Asia militants get more sophisticated online
Southeast Asian militants have grown more sophisticated in using the Internet to spread radical ideas, recruit and train supporters, according to a new study urging governments to take action.
The Internet's role as a training and recruitment tool is likely to increase in significance and could threaten the region if it is not countered effectively, the study said.
"To put it bluntly: security agencies may detect the bomb manuals, but miss the process of radicalisation that produces the bombers," says the joint report from Singapore's S. Rajaratnam School of International Studies and the Australian Strategic Policy Institute.
It indicates that terrorist groups in the region are becoming increasingly sophisticated in their use of the Internet, posting hacking and bomb-making videos, and even developing their own online media units.
"Terrorist groups in Southeast Asia are increasingly using the Internet as a means to radicalise people as well as to recruit and train supporters," said the study, made available to journalists at the weekend.

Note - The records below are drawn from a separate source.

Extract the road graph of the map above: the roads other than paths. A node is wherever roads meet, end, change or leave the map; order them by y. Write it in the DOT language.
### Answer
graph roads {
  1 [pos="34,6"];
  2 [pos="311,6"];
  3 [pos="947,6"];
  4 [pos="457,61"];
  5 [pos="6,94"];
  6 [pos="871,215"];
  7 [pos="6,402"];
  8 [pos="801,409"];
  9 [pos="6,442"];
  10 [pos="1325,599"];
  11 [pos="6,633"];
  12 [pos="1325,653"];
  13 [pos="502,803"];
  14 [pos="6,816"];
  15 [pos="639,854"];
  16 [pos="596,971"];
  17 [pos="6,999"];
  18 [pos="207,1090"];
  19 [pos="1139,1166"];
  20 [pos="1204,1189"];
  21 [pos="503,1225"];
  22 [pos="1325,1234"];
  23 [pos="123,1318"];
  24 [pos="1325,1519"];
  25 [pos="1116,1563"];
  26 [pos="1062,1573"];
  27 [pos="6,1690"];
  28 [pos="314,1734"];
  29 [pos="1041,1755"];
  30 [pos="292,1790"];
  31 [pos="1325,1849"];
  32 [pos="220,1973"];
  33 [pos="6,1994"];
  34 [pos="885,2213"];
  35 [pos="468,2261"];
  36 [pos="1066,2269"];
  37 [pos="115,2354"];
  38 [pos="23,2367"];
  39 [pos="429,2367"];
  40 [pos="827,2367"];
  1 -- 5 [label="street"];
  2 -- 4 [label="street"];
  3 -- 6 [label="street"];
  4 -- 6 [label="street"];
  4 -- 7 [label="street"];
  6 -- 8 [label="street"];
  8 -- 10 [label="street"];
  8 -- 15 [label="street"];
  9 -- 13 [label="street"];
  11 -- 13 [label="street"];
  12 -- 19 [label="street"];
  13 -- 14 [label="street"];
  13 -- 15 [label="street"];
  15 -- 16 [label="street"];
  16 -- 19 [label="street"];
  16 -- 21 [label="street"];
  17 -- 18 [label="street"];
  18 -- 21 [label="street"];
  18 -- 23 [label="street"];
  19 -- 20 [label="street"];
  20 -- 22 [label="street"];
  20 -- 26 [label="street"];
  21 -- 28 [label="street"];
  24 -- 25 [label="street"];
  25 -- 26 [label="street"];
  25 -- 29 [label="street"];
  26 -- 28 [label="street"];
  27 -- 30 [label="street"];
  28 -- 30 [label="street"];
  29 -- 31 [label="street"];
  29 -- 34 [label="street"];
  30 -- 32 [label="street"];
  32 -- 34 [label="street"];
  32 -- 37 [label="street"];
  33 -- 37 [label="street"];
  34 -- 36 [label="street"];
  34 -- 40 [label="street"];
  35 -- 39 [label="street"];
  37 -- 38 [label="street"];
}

"Using this international platform, they're attempting to shape people's ideas about whose ideology is right and who should win.
"Importantly, they are not attacking only the West but are drawing on their narrative to attack the governance arrangements of regional states."
Southeast Asia is home to extremist groups such as Jemaah Islamiyah, blamed for a string of deadly bomb attacks in the region including the 2002 attacks on Bali, and the Abu Sayyaf in the southern Philippines.
The Abu Sayyaf has gained prominence by kidnapping foreigners, most recently a group of Red Cross workers, one of whom is still being held.
The number of radical websites detected and monitored by the report's authors numbered 117 in 2008, up sharply from only 15 in 2007.
Governments and national law enforcement agencies in Southeast Asia "have done little to stop the rise of online radicalisation" compared with Europe, the Middle East and North America, the paper said.
It suggested that "understanding and countering online radicalisation must be one of the main pillars of the fight against regional terrorism."
The study also warned that militant groups are putting greater emphasis on preaching their message to young people and use not just websites but social networking sites as well.
Online extremism was first detected in Southeast Asia in early 2000, in particular on websites using Bahasa Indonesia and other variations of the Malay language, the study said.
Radicals initially tried to mimic the contents and features of their counterparts in the Middle East, but are now becoming more sophisticated, the study said.
"Many of the Bahasa Indonesia and Malay language websites have been used as online platforms to justify terrorist acts and propagate conspiracy theories," it said.
More recently, they have disseminated instructions on hacking and making bombs and firearms, followed by more sophisticated video manuals of these dangerous crafts.
Southeast Asian militant groups have also developed their own online media units that operate like international news agencies, the study said.
These media units provide up-to-the-minute updates on developments worldwide presented from their own perspective, and offer exclusive pictures and interviews.
"By emulating established media news outlets, they hope to narrow the credibility gap between themselves and the established news media so that more people will tune in to their radical Islamist version of world affairs," the study said.